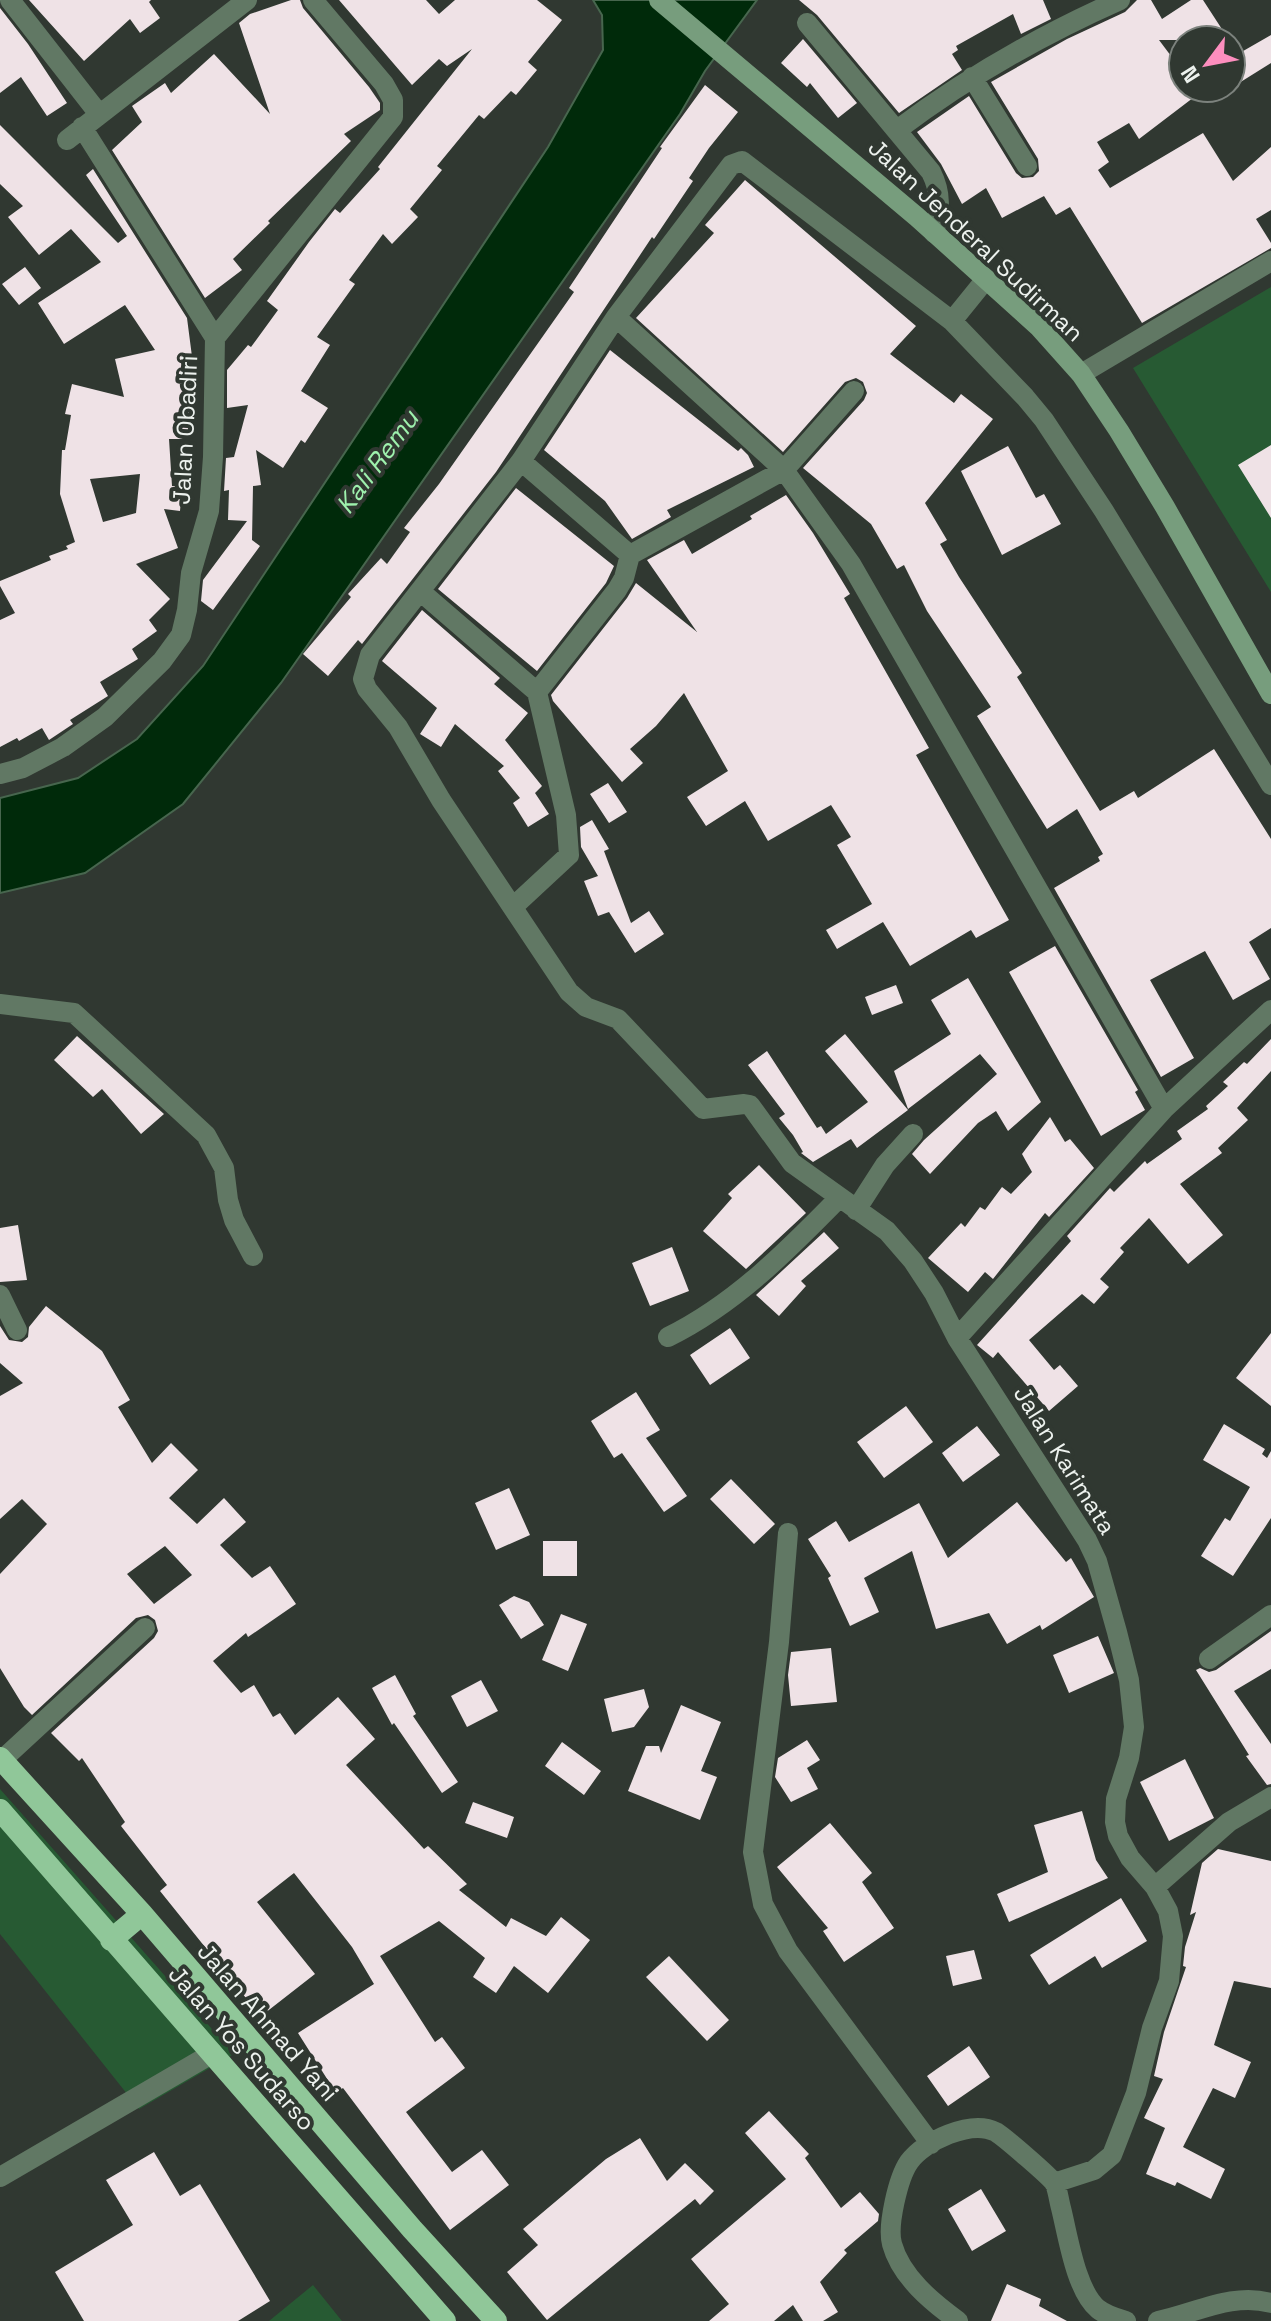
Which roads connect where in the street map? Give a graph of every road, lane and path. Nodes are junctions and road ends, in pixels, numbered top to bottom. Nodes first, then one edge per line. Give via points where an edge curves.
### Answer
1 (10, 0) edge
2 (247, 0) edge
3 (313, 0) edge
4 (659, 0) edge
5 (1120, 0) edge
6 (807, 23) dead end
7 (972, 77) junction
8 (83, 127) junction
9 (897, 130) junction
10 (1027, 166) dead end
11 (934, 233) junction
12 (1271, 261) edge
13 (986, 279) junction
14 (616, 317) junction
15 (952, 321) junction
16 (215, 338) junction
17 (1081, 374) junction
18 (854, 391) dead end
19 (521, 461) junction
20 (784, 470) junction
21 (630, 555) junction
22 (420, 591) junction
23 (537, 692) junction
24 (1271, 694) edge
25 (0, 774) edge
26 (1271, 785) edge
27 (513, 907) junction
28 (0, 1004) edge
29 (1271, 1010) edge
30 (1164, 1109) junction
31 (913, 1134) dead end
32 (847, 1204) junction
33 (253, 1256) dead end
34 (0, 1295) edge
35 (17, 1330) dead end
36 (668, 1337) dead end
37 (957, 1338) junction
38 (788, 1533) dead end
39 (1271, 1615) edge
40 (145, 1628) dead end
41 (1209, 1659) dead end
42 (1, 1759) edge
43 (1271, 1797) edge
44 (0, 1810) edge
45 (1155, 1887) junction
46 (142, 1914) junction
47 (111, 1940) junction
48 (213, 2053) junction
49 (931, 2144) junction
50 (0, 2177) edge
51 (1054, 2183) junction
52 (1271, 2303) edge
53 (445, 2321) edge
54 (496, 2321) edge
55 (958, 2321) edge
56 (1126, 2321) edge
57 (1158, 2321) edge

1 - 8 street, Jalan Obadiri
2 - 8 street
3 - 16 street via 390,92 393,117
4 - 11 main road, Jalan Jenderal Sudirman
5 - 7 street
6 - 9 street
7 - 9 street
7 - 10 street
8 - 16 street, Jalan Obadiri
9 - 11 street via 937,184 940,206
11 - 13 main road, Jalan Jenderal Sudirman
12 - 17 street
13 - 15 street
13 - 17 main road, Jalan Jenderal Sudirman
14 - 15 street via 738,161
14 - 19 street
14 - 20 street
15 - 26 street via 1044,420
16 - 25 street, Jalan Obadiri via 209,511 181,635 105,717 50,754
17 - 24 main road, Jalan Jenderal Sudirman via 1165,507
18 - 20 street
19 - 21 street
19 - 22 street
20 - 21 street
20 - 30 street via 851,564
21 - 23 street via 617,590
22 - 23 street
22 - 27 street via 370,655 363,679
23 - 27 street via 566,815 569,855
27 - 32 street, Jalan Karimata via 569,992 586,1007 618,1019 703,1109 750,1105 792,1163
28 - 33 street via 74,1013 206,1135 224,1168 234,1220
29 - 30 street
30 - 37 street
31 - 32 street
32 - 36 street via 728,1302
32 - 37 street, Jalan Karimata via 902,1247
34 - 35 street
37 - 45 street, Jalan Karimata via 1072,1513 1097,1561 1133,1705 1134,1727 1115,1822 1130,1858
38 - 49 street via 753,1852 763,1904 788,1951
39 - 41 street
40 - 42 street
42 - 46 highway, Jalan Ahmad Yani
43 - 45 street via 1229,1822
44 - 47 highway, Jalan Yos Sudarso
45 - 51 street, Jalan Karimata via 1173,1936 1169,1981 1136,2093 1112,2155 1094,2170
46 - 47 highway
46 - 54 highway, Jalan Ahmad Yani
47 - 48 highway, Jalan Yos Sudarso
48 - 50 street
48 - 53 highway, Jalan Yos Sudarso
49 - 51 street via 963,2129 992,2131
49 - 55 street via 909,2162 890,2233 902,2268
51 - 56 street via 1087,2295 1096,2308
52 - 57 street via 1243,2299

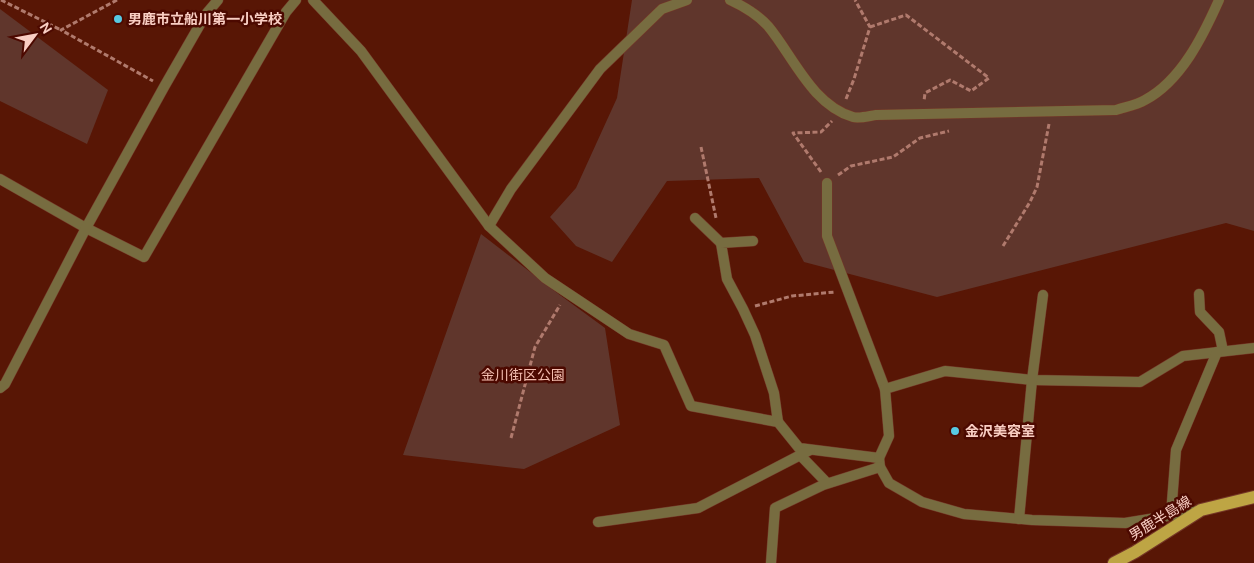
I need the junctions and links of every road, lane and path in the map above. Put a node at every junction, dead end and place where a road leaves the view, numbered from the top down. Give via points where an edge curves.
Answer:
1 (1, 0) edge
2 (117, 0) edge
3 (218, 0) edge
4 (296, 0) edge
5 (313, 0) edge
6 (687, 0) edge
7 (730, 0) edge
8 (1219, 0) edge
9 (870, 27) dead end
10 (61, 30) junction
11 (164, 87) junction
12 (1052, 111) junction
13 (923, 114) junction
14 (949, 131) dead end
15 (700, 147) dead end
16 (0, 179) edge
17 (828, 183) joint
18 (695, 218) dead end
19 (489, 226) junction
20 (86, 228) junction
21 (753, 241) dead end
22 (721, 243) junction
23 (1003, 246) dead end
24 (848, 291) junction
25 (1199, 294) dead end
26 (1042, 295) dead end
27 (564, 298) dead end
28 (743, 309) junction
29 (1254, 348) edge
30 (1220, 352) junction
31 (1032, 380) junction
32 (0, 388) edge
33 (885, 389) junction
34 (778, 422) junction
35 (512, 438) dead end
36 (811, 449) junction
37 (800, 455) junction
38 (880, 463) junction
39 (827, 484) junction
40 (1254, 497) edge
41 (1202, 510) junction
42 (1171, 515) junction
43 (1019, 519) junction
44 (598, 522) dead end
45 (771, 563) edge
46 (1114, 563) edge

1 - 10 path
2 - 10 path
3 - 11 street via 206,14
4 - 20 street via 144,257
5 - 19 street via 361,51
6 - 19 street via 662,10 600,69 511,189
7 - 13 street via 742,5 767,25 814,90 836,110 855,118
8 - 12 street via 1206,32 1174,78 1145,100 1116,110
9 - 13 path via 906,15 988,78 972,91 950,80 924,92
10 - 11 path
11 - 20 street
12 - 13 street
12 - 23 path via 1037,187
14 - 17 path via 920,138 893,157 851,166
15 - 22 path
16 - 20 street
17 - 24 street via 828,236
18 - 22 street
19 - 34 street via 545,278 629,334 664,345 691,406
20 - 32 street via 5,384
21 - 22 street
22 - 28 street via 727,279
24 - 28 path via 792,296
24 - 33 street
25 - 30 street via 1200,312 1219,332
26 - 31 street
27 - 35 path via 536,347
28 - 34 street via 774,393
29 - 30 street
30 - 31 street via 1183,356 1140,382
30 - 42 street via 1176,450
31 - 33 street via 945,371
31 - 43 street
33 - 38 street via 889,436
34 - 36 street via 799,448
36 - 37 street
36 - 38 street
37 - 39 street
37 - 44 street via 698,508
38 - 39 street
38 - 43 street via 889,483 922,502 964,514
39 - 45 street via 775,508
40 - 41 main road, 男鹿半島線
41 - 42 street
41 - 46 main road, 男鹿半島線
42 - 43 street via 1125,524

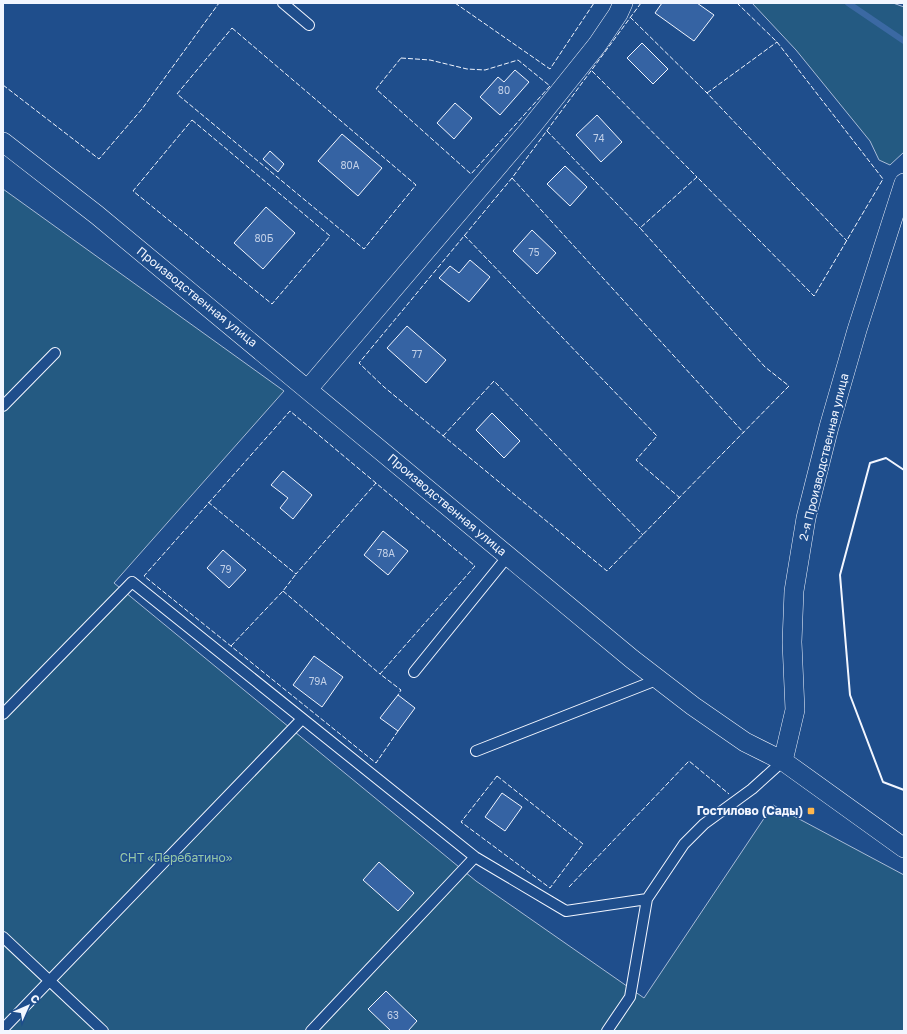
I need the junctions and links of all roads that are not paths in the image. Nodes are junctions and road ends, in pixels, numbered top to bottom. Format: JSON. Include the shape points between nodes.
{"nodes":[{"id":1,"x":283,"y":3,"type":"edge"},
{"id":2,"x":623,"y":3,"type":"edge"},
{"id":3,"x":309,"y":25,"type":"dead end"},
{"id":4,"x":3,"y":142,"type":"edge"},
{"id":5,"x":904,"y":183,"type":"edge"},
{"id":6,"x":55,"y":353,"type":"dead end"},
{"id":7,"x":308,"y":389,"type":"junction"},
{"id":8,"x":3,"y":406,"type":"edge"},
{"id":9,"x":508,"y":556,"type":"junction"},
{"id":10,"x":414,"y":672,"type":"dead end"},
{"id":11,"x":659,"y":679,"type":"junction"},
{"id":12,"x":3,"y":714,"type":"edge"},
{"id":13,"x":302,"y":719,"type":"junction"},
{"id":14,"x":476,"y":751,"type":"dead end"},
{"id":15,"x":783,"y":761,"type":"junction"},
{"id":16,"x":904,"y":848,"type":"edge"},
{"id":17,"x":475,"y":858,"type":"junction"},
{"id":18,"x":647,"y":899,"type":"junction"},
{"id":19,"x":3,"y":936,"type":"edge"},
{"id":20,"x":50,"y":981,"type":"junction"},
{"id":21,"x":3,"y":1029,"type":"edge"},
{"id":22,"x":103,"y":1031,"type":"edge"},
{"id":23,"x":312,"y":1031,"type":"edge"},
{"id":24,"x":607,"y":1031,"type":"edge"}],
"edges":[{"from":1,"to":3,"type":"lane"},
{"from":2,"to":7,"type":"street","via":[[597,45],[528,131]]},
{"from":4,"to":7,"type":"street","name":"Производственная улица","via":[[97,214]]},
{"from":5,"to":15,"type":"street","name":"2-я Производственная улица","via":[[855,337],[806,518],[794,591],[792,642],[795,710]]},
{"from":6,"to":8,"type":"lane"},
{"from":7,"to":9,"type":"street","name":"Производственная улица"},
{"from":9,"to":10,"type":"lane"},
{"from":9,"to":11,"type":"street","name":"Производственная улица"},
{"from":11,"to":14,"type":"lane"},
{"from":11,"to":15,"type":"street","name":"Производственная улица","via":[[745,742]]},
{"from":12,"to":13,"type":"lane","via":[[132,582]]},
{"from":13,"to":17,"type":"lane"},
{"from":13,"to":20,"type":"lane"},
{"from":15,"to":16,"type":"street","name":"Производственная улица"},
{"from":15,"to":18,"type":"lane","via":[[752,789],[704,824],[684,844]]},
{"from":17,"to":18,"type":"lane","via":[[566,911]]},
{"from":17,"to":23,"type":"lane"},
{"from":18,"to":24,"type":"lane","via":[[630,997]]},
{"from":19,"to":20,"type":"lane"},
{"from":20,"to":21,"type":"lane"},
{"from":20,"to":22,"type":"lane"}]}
^^^^^^^^
**PROBLEM DETAILS:**
Every line of the material that holds the word "Give" must be found and copied.

**RESPONSE TO THE EXERCISE:**
Which roads connect where in the street map? Give a graph of every road, lane and path. Nodes are junctions and road ends, in pixels, numbered top to bottom. Nodes first, then one edge per line. Give via points where an edge curves.
I need the junctions and links of every road, lane and path in the map above. Put a node at every junction, dead end and place where a road leaves the view, numbered from the top down. Give via points where an edge curves.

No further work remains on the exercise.